[Collected data]

____________

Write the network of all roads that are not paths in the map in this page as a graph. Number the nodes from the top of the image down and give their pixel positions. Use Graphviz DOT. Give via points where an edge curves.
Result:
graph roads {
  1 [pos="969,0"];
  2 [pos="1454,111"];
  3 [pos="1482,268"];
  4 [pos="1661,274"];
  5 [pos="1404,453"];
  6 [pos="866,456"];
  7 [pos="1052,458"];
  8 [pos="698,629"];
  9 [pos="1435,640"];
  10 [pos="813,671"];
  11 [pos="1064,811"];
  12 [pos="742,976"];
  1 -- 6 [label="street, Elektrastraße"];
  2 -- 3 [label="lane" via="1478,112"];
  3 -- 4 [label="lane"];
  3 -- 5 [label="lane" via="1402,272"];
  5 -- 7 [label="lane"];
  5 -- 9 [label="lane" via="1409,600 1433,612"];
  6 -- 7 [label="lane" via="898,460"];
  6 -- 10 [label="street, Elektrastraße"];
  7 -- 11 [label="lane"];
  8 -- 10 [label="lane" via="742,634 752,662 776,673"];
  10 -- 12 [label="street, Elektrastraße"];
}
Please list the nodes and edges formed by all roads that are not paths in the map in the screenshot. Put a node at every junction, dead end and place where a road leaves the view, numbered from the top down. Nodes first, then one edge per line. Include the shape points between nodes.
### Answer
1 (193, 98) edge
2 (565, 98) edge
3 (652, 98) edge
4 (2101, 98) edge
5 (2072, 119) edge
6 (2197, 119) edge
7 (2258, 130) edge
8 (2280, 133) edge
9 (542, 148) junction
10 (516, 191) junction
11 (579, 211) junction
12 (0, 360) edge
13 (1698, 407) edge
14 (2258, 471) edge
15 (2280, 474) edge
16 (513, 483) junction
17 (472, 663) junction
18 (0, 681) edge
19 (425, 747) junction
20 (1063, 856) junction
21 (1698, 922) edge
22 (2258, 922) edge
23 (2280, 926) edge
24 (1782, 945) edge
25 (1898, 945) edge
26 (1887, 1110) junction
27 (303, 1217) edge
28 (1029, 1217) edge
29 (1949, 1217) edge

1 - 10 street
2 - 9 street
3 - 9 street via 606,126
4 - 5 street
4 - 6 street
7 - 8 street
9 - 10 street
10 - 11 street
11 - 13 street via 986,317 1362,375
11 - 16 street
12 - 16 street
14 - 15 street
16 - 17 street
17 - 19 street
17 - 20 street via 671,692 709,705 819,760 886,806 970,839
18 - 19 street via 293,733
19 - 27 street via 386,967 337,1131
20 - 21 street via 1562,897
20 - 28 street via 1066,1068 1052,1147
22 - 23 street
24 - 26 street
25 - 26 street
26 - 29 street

____________

● Work instruction:
Nothing should be dropped. Retype each line above as it is.

● Answer section:
Write the network of all roads that are not paths in the map in this page as a graph. Number the nodes from the top of the image down and give their pixel positions. Use Graphviz DOT. Give via points where an edge curves.
Result:
graph roads {
  1 [pos="969,0"];
  2 [pos="1454,111"];
  3 [pos="1482,268"];
  4 [pos="1661,274"];
  5 [pos="1404,453"];
  6 [pos="866,456"];
  7 [pos="1052,458"];
  8 [pos="698,629"];
  9 [pos="1435,640"];
  10 [pos="813,671"];
  11 [pos="1064,811"];
  12 [pos="742,976"];
  1 -- 6 [label="street, Elektrastraße"];
  2 -- 3 [label="lane" via="1478,112"];
  3 -- 4 [label="lane"];
  3 -- 5 [label="lane" via="1402,272"];
  5 -- 7 [label="lane"];
  5 -- 9 [label="lane" via="1409,600 1433,612"];
  6 -- 7 [label="lane" via="898,460"];
  6 -- 10 [label="street, Elektrastraße"];
  7 -- 11 [label="lane"];
  8 -- 10 [label="lane" via="742,634 752,662 776,673"];
  10 -- 12 [label="street, Elektrastraße"];
}
Please list the nodes and edges formed by all roads that are not paths in the map in the screenshot. Put a node at every junction, dead end and place where a road leaves the view, numbered from the top down. Nodes first, then one edge per line. Include the shape points between nodes.
### Answer
1 (193, 98) edge
2 (565, 98) edge
3 (652, 98) edge
4 (2101, 98) edge
5 (2072, 119) edge
6 (2197, 119) edge
7 (2258, 130) edge
8 (2280, 133) edge
9 (542, 148) junction
10 (516, 191) junction
11 (579, 211) junction
12 (0, 360) edge
13 (1698, 407) edge
14 (2258, 471) edge
15 (2280, 474) edge
16 (513, 483) junction
17 (472, 663) junction
18 (0, 681) edge
19 (425, 747) junction
20 (1063, 856) junction
21 (1698, 922) edge
22 (2258, 922) edge
23 (2280, 926) edge
24 (1782, 945) edge
25 (1898, 945) edge
26 (1887, 1110) junction
27 (303, 1217) edge
28 (1029, 1217) edge
29 (1949, 1217) edge

1 - 10 street
2 - 9 street
3 - 9 street via 606,126
4 - 5 street
4 - 6 street
7 - 8 street
9 - 10 street
10 - 11 street
11 - 13 street via 986,317 1362,375
11 - 16 street
12 - 16 street
14 - 15 street
16 - 17 street
17 - 19 street
17 - 20 street via 671,692 709,705 819,760 886,806 970,839
18 - 19 street via 293,733
19 - 27 street via 386,967 337,1131
20 - 21 street via 1562,897
20 - 28 street via 1066,1068 1052,1147
22 - 23 street
24 - 26 street
25 - 26 street
26 - 29 street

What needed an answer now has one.